**Your instructions:** All records, minus the pictures: write them out exactly.

**Data in this exercise:**
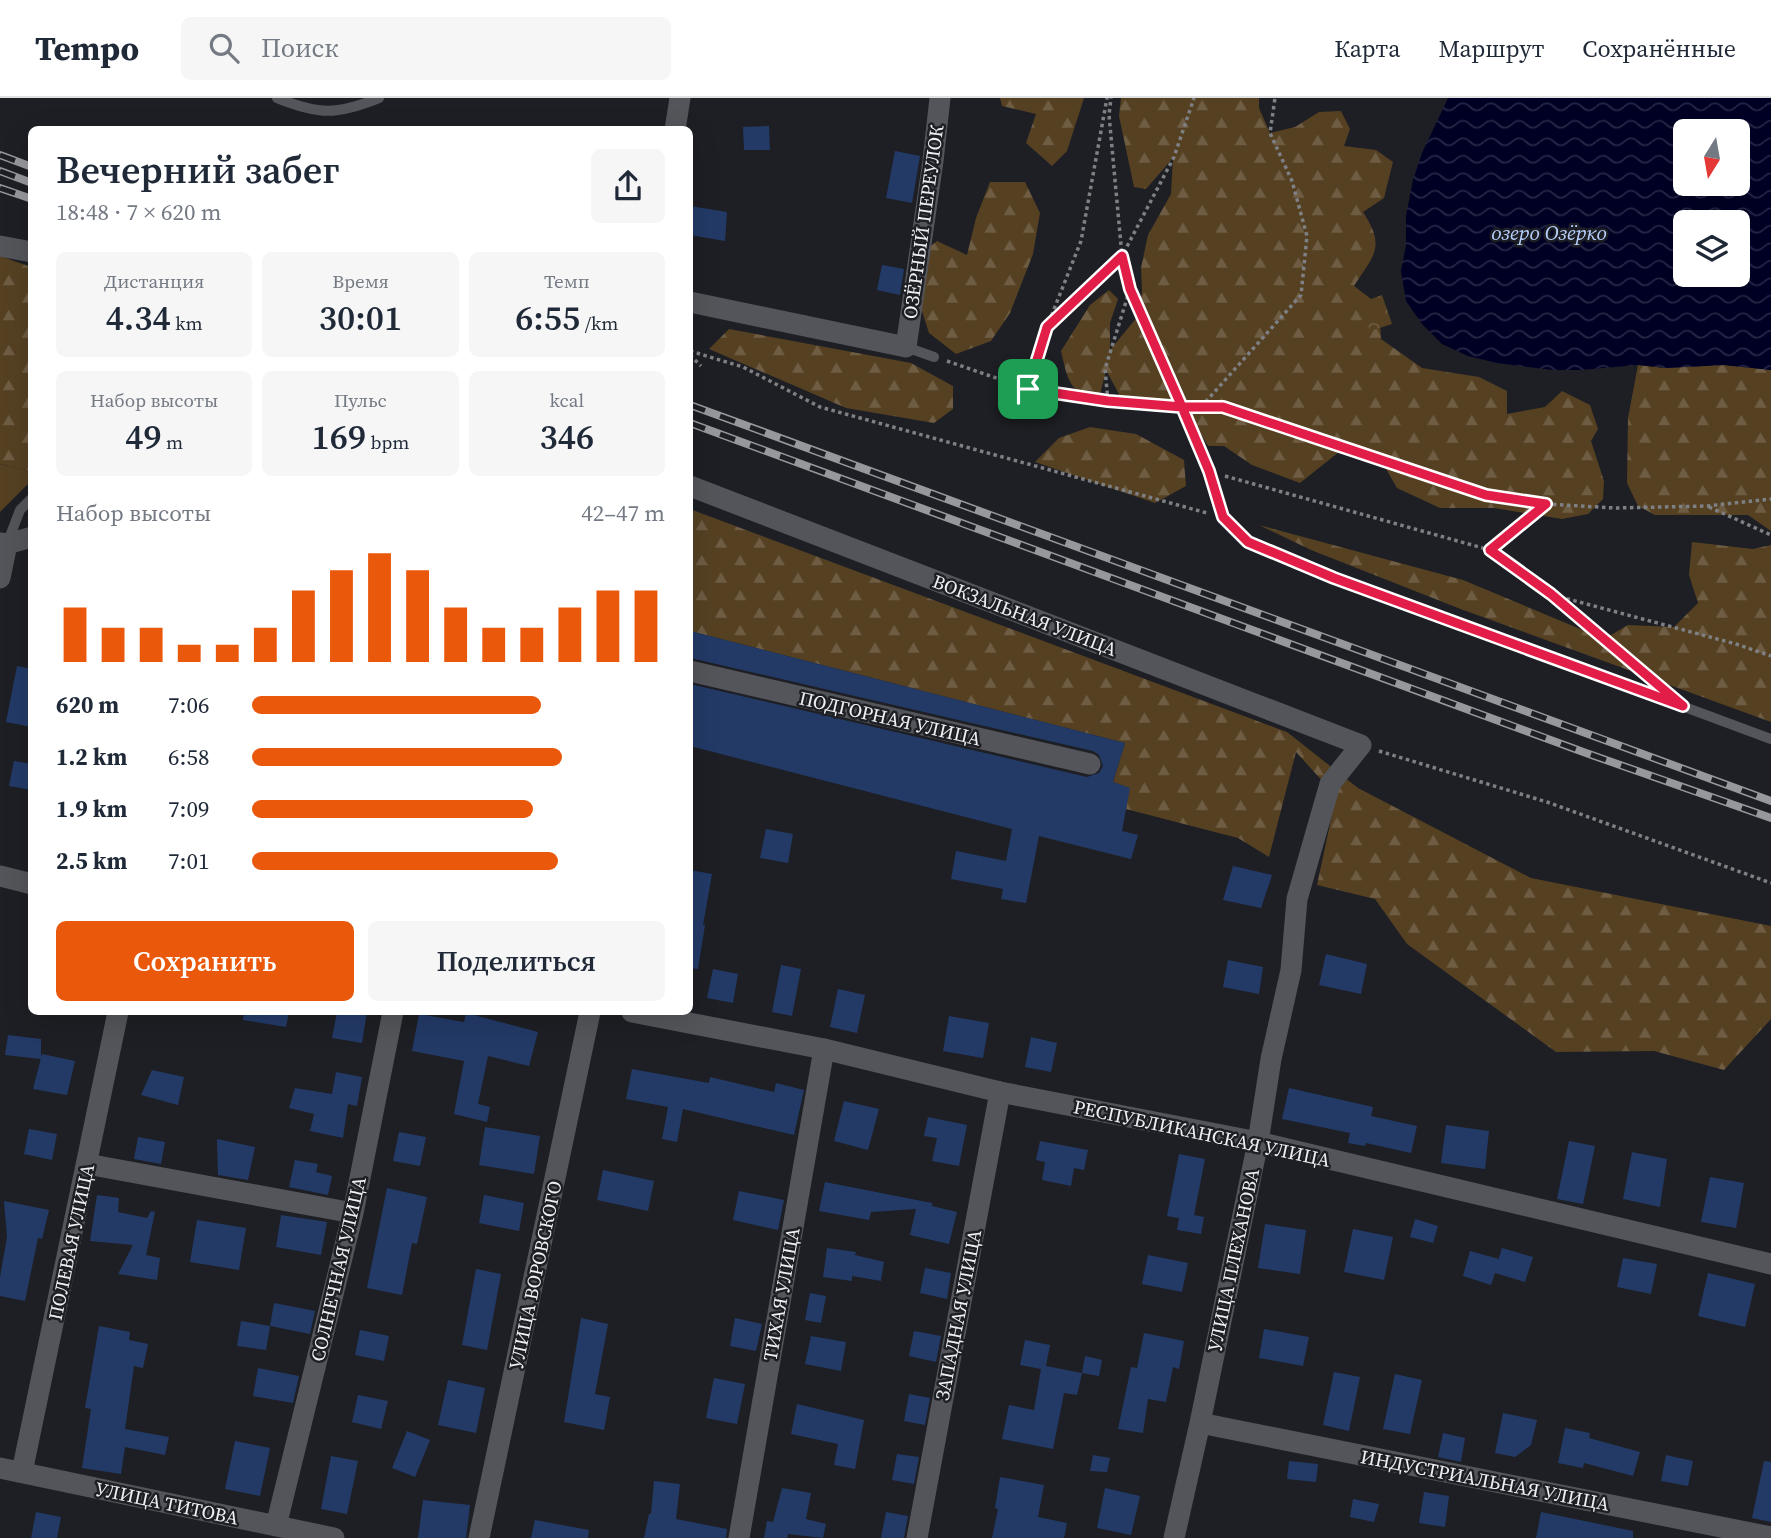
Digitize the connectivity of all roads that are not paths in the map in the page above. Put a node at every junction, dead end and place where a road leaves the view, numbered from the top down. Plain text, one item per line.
1 (277, 98) edge
2 (379, 98) edge
3 (680, 98) edge
4 (940, 98) edge
5 (676, 126) edge
6 (0, 246) edge
7 (28, 251) edge
8 (693, 303) edge
9 (906, 347) junction
10 (934, 356) road end
11 (1182, 407) road end
12 (693, 487) edge
13 (28, 502) edge
14 (28, 538) edge
15 (4, 543) edge
16 (0, 578) edge
17 (693, 672) edge
18 (1771, 739) edge
19 (1361, 745) joint
20 (1090, 764) dead end
21 (0, 876) edge
22 (28, 883) edge
23 (117, 1015) edge
24 (392, 1015) edge
25 (589, 1015) edge
26 (648, 1015) edge
27 (824, 1049) junction
28 (1000, 1093) junction
29 (1258, 1142) junction
30 (88, 1164) junction
31 (353, 1213) junction
32 (1771, 1264) edge
33 (1200, 1423) junction
34 (0, 1468) edge
35 (22, 1472) junction
36 (276, 1526) junction
37 (1771, 1537) edge
38 (334, 1538) edge
39 (479, 1538) edge
40 (739, 1538) edge
41 (917, 1538) edge
42 (1174, 1538) edge

1 - 2 lane
3 - 5 street
4 - 9 street, ОЗЁРНЫЙ ПЕРЕУЛОК
6 - 7 street
8 - 9 street
9 - 10 lane
11 - 18 lane
12 - 19 street, ВОКЗАЛЬНАЯ УЛИЦА
13 - 15 lane
14 - 15 street
15 - 16 street
17 - 20 street, ПОДГОРНАЯ УЛИЦА
19 - 29 street, УЛИЦА ПЛЕХАНОВА
21 - 22 street
23 - 30 street, ПОЛЕВАЯ УЛИЦА
24 - 31 street, СОЛНЕЧНАЯ УЛИЦА
25 - 39 street, УЛИЦА ВОРОВСКОГО
26 - 27 street, РЕСПУБЛИКАНСКАЯ УЛИЦА
27 - 28 street, РЕСПУБЛИКАНСКАЯ УЛИЦА
27 - 40 street, ТИХАЯ УЛИЦА
28 - 29 street, РЕСПУБЛИКАНСКАЯ УЛИЦА
28 - 41 street, ЗАПАДНАЯ УЛИЦА
29 - 32 street, РЕСПУБЛИКАНСКАЯ УЛИЦА
29 - 33 street, УЛИЦА ПЛЕХАНОВА
30 - 31 street
30 - 35 street, ПОЛЕВАЯ УЛИЦА
31 - 36 street, СОЛНЕЧНАЯ УЛИЦА
33 - 37 street, ИНДУСТРИАЛЬНАЯ УЛИЦА
33 - 42 street, УЛИЦА ПЛЕХАНОВА
34 - 35 street, УЛИЦА ТИТОВА
35 - 36 street, УЛИЦА ТИТОВА
36 - 38 street, УЛИЦА ТИТОВА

**Task response:**
Digitize the connectivity of all roads that are not paths in the map in the page above. Put a node at every junction, dead end and place where a road leaves the view, numbered from the top down. Plain text, one item per line.
1 (277, 98) edge
2 (379, 98) edge
3 (680, 98) edge
4 (940, 98) edge
5 (676, 126) edge
6 (0, 246) edge
7 (28, 251) edge
8 (693, 303) edge
9 (906, 347) junction
10 (934, 356) road end
11 (1182, 407) road end
12 (693, 487) edge
13 (28, 502) edge
14 (28, 538) edge
15 (4, 543) edge
16 (0, 578) edge
17 (693, 672) edge
18 (1771, 739) edge
19 (1361, 745) joint
20 (1090, 764) dead end
21 (0, 876) edge
22 (28, 883) edge
23 (117, 1015) edge
24 (392, 1015) edge
25 (589, 1015) edge
26 (648, 1015) edge
27 (824, 1049) junction
28 (1000, 1093) junction
29 (1258, 1142) junction
30 (88, 1164) junction
31 (353, 1213) junction
32 (1771, 1264) edge
33 (1200, 1423) junction
34 (0, 1468) edge
35 (22, 1472) junction
36 (276, 1526) junction
37 (1771, 1537) edge
38 (334, 1538) edge
39 (479, 1538) edge
40 (739, 1538) edge
41 (917, 1538) edge
42 (1174, 1538) edge

1 - 2 lane
3 - 5 street
4 - 9 street, ОЗЁРНЫЙ ПЕРЕУЛОК
6 - 7 street
8 - 9 street
9 - 10 lane
11 - 18 lane
12 - 19 street, ВОКЗАЛЬНАЯ УЛИЦА
13 - 15 lane
14 - 15 street
15 - 16 street
17 - 20 street, ПОДГОРНАЯ УЛИЦА
19 - 29 street, УЛИЦА ПЛЕХАНОВА
21 - 22 street
23 - 30 street, ПОЛЕВАЯ УЛИЦА
24 - 31 street, СОЛНЕЧНАЯ УЛИЦА
25 - 39 street, УЛИЦА ВОРОВСКОГО
26 - 27 street, РЕСПУБЛИКАНСКАЯ УЛИЦА
27 - 28 street, РЕСПУБЛИКАНСКАЯ УЛИЦА
27 - 40 street, ТИХАЯ УЛИЦА
28 - 29 street, РЕСПУБЛИКАНСКАЯ УЛИЦА
28 - 41 street, ЗАПАДНАЯ УЛИЦА
29 - 32 street, РЕСПУБЛИКАНСКАЯ УЛИЦА
29 - 33 street, УЛИЦА ПЛЕХАНОВА
30 - 31 street
30 - 35 street, ПОЛЕВАЯ УЛИЦА
31 - 36 street, СОЛНЕЧНАЯ УЛИЦА
33 - 37 street, ИНДУСТРИАЛЬНАЯ УЛИЦА
33 - 42 street, УЛИЦА ПЛЕХАНОВА
34 - 35 street, УЛИЦА ТИТОВА
35 - 36 street, УЛИЦА ТИТОВА
36 - 38 street, УЛИЦА ТИТОВА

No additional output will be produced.